This page describes the reasons for using input shaping and the support for input shaping in RepRapFirmware.
What is ringing?
Motion systems typically involve a component having significant mass (e.g. a tool head) driven by a system having significant elasticity. In a 3D printer the most obvious sources of elasticity are the belts; however the stepper motor driving the belts or leadscrews also have elasticity. The combination of a mass driven or supported by an elastic medium forms a simple harmonic oscillator. The greater the mass and the more elastic the medium, the lower will be the resonant frequency.

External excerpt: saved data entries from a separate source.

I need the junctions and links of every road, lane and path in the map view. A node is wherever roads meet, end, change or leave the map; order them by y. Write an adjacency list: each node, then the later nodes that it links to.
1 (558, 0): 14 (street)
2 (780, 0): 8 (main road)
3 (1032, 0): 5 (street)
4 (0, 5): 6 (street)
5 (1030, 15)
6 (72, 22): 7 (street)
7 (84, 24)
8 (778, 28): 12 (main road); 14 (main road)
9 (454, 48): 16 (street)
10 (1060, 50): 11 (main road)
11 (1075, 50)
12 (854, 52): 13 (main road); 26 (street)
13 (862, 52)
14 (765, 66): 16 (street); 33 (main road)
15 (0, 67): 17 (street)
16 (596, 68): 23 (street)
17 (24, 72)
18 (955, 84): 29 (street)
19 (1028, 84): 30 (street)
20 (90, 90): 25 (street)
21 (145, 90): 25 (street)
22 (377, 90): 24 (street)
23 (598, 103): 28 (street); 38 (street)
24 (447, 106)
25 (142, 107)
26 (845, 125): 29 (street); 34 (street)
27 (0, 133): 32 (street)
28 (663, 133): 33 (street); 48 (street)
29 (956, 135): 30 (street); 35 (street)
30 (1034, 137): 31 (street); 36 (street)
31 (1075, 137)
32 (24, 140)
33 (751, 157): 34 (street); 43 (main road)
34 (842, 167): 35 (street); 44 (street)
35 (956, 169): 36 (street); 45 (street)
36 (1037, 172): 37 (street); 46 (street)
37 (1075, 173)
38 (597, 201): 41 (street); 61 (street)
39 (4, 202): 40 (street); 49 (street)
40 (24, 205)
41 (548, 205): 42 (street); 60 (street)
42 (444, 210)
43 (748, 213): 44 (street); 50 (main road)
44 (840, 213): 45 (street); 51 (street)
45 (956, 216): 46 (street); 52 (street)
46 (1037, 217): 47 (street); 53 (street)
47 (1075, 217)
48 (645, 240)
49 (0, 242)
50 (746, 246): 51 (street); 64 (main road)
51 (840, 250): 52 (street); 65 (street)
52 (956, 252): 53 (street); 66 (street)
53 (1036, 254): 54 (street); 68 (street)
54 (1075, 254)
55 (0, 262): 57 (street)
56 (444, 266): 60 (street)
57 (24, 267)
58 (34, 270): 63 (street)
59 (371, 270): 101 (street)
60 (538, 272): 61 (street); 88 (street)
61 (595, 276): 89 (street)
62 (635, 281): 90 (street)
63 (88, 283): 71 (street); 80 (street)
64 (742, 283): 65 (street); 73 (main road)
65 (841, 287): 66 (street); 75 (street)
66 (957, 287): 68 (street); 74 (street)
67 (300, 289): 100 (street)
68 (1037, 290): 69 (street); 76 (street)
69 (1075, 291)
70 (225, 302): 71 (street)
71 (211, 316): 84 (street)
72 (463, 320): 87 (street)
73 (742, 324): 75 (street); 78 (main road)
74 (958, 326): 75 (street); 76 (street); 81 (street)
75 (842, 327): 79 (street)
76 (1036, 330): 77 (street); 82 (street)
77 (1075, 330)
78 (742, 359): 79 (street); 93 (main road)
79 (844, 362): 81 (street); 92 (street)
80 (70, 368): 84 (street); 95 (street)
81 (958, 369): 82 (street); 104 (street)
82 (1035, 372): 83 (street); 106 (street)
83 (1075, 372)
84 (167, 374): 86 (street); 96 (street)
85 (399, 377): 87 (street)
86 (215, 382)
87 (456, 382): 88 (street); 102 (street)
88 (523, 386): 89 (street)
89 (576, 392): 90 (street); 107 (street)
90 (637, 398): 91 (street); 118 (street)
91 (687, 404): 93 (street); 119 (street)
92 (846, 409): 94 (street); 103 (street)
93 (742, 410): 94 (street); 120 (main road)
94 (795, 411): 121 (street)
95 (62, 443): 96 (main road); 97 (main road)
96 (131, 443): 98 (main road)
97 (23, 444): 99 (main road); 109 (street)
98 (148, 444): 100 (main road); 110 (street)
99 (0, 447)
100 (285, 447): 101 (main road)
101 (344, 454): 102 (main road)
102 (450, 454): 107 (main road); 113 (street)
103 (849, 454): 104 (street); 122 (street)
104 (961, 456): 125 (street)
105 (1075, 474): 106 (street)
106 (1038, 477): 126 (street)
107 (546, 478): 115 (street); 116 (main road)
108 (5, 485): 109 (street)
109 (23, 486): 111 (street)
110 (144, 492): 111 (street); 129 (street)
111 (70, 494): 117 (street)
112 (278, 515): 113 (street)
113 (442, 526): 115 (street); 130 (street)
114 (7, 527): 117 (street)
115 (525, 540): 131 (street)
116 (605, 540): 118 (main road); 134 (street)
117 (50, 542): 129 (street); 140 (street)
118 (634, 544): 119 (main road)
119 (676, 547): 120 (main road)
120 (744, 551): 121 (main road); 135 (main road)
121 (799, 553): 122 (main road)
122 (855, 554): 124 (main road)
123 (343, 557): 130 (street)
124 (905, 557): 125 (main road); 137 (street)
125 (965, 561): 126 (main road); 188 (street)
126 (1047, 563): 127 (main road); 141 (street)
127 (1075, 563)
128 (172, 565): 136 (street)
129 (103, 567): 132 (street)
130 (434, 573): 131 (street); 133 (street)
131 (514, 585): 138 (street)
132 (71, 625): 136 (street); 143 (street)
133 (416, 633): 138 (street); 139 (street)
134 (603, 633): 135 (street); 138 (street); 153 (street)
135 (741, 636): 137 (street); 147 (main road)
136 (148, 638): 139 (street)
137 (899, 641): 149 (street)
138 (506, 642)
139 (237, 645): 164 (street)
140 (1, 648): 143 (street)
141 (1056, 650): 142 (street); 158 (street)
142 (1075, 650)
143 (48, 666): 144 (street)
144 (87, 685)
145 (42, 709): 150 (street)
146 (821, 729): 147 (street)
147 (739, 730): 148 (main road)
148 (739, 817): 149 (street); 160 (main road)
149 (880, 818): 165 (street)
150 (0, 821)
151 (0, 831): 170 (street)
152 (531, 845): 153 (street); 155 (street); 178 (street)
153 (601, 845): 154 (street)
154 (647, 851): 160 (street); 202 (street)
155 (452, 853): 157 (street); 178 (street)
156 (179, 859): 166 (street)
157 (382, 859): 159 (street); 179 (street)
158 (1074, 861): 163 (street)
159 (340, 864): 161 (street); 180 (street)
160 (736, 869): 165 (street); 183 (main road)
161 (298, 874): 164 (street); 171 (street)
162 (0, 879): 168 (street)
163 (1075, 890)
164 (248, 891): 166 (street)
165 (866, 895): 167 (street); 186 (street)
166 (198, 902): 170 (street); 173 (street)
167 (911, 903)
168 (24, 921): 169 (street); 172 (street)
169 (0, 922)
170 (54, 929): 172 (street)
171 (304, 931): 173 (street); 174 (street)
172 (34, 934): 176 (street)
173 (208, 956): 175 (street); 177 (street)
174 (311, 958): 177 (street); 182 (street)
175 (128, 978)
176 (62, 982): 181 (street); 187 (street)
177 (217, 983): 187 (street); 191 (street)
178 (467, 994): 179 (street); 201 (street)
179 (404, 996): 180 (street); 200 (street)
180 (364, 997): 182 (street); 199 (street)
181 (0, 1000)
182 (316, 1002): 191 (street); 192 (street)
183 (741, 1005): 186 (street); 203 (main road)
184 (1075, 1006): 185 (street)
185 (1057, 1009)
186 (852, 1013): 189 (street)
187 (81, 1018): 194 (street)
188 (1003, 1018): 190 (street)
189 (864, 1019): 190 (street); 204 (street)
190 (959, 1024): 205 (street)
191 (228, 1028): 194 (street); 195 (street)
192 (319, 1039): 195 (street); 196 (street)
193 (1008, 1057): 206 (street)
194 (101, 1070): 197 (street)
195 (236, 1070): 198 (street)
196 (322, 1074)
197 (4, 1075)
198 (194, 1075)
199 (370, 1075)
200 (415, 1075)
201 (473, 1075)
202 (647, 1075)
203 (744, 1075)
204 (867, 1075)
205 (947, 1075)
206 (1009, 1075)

When the mass is accelerated, this resonance will be excited. After reaching the commanded position, the mass (e.g. tool head) will oscillate slightly about the commanded position. This phenomenon is called ringing. The oscillations will subside over a period of time.
In a 3D printer the most obvious effect of ringing is ghosting. Where there are sharp corners, there are small ripples (ghosts of the corner) in what should be smooth surfaces, at regular intervals from the corner.
Typically, the lower the ringing frequency and the higher the acceleration used, the worse the ghosting is.
What is input shaping?
Each time the acceleration of the tool head changes, any resonances are excited. Input shaping adjusts the period of acceleration and/or breaks the acceleration up into a number of steps of different sizes, so that later acceleration changes induce ringing equal and opposite to the ringing induces by earlier acceleration changes.
How do i use it?
Install and configure your accelerometer and capture some data as described here: Accelerometers
Configure the input shaper using the M593 gcode command and do some test prints that elicit ringing patterns.
M593 details and usage: Gcode dictionary
A ringing test print works well and you can change the shaper being used every several layers on the fly by sending a new M593.